Your task |
Looking at the listing below, give the number of lines in which the string "roads" appears, and add nothing else.
*** Block opens ***
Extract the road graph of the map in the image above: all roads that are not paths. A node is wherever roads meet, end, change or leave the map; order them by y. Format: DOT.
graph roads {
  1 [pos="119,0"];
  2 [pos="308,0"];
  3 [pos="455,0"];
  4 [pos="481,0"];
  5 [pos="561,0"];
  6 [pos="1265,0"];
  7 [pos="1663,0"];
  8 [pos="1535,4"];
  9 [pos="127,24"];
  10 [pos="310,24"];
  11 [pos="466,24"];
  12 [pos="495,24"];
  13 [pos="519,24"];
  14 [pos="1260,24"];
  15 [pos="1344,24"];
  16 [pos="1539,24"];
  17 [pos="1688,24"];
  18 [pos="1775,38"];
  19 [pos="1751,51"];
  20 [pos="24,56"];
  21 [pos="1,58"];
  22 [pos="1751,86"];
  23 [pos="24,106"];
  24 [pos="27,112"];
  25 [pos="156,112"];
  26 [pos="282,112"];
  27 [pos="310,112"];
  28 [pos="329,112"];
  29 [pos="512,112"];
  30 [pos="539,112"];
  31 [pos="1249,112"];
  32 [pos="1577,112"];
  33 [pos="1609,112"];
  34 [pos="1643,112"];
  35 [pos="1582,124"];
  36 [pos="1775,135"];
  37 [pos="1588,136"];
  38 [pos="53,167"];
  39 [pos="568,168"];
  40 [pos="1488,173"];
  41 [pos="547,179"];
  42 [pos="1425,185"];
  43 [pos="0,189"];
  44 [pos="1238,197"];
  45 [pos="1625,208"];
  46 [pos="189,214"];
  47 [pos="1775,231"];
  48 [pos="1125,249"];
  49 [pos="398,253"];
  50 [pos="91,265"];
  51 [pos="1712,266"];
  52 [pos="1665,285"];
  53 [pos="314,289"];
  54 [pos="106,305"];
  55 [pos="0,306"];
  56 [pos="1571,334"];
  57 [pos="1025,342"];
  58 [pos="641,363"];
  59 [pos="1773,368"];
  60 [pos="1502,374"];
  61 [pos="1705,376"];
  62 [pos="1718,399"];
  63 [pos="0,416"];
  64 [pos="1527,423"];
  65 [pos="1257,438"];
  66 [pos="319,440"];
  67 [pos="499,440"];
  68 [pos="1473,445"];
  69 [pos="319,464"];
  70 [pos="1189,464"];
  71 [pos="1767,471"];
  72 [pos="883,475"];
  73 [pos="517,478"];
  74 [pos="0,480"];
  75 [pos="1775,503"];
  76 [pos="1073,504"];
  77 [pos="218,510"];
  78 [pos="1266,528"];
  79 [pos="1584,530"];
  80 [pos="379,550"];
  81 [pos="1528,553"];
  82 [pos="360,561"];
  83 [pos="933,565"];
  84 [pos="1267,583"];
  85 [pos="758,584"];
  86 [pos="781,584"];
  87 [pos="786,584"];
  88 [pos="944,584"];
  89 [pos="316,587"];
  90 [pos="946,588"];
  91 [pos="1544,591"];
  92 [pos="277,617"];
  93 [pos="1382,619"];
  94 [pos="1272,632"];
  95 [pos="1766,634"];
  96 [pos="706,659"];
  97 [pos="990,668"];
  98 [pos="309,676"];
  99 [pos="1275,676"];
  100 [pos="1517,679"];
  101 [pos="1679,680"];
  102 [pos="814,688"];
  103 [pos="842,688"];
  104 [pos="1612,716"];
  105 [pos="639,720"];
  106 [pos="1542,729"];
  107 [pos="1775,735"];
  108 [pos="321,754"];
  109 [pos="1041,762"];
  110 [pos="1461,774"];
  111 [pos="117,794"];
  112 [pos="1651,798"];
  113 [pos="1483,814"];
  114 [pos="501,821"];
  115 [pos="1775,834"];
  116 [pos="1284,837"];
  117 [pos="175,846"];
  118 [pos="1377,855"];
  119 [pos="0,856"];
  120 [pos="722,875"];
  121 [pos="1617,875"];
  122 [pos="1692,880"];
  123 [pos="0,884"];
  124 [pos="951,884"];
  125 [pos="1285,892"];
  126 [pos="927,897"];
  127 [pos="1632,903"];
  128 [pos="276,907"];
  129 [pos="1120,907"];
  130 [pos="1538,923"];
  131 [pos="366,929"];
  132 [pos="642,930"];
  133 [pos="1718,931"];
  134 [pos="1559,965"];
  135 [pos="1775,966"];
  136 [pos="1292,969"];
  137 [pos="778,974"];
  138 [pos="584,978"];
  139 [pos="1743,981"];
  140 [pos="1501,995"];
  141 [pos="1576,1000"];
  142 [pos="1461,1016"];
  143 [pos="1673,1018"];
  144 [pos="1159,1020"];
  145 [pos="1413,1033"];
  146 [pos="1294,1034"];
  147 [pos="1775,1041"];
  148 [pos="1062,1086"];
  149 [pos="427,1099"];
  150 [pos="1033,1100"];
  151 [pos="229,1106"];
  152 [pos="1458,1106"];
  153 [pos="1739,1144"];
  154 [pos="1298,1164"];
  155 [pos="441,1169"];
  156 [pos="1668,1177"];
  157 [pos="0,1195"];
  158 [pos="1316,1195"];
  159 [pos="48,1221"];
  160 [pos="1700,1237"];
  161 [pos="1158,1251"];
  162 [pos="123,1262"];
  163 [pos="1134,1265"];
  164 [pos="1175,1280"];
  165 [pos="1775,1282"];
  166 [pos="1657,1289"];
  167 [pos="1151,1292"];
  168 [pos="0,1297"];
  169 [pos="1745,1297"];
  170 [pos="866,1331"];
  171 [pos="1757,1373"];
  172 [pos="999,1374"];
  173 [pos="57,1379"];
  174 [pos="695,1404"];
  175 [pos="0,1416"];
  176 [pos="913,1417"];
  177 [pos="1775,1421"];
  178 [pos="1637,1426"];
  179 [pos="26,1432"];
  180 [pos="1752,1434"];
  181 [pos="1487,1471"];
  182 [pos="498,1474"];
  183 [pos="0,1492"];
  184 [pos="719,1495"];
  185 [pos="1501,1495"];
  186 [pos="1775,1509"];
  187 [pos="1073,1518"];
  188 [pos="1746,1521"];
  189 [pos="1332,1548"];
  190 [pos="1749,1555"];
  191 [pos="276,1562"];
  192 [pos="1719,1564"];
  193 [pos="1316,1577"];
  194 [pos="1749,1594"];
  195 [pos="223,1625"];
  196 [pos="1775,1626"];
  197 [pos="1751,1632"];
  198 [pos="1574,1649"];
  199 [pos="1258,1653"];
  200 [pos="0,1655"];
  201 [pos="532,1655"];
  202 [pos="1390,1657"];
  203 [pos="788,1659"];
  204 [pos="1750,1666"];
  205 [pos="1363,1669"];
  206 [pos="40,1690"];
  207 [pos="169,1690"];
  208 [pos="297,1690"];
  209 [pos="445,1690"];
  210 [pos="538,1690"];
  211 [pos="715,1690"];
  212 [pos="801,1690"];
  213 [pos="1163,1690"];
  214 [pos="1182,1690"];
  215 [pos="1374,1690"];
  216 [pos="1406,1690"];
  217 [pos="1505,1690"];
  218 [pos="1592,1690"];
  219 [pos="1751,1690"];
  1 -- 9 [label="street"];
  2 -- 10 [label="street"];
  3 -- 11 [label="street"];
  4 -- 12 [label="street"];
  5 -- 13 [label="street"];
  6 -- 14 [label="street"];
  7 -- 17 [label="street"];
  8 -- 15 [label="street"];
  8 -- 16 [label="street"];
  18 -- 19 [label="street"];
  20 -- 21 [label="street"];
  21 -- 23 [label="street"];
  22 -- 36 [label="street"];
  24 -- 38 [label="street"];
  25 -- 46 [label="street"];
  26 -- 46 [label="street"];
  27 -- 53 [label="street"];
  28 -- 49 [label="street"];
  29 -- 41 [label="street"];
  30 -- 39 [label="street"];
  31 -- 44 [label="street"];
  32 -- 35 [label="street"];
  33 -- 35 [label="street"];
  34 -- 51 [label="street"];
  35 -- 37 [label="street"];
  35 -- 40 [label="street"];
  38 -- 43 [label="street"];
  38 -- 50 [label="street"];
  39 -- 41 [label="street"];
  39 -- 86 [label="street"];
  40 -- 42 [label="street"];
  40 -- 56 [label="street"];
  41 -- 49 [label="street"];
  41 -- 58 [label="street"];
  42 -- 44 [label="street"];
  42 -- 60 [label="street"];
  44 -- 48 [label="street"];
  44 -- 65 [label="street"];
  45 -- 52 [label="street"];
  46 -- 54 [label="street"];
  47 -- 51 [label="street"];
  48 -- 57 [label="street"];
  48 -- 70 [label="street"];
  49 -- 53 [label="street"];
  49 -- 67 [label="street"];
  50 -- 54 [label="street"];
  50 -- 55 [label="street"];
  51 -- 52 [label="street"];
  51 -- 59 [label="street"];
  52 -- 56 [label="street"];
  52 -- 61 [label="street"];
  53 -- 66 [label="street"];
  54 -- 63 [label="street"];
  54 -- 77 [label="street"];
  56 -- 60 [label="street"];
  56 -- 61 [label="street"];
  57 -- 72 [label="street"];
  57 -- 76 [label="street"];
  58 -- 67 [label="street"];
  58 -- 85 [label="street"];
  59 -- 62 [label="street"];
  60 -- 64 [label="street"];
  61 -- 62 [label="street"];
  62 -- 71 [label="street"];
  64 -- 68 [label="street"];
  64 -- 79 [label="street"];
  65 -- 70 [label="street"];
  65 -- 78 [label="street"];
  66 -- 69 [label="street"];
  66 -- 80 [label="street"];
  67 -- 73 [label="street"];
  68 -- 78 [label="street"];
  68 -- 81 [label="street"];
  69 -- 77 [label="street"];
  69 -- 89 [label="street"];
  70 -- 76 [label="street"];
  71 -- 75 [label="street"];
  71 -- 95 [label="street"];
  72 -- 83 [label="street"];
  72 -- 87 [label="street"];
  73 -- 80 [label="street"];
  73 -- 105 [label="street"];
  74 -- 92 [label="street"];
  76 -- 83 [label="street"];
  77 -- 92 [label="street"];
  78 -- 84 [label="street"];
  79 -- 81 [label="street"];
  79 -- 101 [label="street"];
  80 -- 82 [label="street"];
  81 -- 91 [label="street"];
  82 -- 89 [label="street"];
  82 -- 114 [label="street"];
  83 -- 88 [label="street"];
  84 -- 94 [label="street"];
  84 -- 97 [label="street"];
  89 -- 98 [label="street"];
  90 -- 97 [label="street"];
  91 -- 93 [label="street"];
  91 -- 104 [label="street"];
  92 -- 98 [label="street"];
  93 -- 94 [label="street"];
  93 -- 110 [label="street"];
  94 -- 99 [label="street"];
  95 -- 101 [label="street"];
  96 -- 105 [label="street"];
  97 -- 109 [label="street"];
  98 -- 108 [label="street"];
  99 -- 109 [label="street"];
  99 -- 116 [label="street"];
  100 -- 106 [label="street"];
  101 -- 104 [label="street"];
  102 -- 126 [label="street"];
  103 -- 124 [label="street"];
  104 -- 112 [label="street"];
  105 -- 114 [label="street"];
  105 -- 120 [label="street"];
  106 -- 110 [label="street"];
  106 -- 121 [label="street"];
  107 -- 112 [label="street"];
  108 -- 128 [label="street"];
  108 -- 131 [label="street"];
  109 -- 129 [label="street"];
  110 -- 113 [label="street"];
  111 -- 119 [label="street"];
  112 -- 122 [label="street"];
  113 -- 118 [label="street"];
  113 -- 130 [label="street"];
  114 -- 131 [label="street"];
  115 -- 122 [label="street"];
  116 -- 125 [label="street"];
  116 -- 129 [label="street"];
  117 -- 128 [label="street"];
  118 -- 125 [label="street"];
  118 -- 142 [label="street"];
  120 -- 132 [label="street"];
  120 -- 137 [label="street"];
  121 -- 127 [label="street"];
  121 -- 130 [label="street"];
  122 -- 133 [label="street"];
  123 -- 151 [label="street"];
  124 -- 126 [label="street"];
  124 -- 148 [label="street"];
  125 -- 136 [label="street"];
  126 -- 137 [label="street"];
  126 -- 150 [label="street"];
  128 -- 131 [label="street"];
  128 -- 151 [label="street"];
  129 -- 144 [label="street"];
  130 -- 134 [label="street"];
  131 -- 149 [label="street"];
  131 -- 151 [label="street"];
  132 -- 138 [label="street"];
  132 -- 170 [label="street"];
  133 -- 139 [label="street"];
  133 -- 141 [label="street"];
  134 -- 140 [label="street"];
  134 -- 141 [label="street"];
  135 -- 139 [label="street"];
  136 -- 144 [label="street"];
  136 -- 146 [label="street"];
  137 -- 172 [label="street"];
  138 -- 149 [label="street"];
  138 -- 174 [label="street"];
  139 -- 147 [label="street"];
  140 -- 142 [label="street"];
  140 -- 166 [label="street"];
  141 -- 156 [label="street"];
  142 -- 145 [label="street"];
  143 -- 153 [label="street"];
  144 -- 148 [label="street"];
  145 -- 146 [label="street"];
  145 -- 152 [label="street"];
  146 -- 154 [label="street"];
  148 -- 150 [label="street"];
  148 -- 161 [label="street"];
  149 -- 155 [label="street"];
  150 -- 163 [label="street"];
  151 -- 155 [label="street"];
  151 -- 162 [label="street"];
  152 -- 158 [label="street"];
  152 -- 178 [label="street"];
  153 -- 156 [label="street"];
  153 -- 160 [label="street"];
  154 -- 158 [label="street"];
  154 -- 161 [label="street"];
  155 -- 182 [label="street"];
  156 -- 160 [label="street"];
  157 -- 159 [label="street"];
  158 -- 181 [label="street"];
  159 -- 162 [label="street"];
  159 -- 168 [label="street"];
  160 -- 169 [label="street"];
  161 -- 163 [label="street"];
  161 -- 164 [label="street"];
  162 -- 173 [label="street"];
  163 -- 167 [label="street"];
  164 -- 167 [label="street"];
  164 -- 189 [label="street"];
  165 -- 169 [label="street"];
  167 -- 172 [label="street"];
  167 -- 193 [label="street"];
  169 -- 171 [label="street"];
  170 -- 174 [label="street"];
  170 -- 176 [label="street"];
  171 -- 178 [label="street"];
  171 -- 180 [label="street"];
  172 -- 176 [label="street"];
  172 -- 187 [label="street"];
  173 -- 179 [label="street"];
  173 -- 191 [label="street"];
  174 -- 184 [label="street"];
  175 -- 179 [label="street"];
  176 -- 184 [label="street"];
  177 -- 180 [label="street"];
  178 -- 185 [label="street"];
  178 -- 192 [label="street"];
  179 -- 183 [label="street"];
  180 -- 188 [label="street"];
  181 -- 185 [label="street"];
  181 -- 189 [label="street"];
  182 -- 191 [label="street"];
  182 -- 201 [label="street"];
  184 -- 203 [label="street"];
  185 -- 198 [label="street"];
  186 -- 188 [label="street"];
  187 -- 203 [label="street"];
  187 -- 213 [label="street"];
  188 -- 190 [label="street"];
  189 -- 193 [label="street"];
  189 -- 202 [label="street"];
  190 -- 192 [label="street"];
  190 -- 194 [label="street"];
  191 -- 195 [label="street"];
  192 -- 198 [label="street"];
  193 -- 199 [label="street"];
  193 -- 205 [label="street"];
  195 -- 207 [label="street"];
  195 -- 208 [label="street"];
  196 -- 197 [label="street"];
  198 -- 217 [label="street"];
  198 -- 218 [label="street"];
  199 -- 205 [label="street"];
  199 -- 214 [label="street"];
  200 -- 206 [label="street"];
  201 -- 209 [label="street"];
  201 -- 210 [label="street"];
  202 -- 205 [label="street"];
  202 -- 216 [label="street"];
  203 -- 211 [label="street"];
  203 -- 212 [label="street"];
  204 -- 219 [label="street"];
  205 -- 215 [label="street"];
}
*** Block closes ***
Task output |
2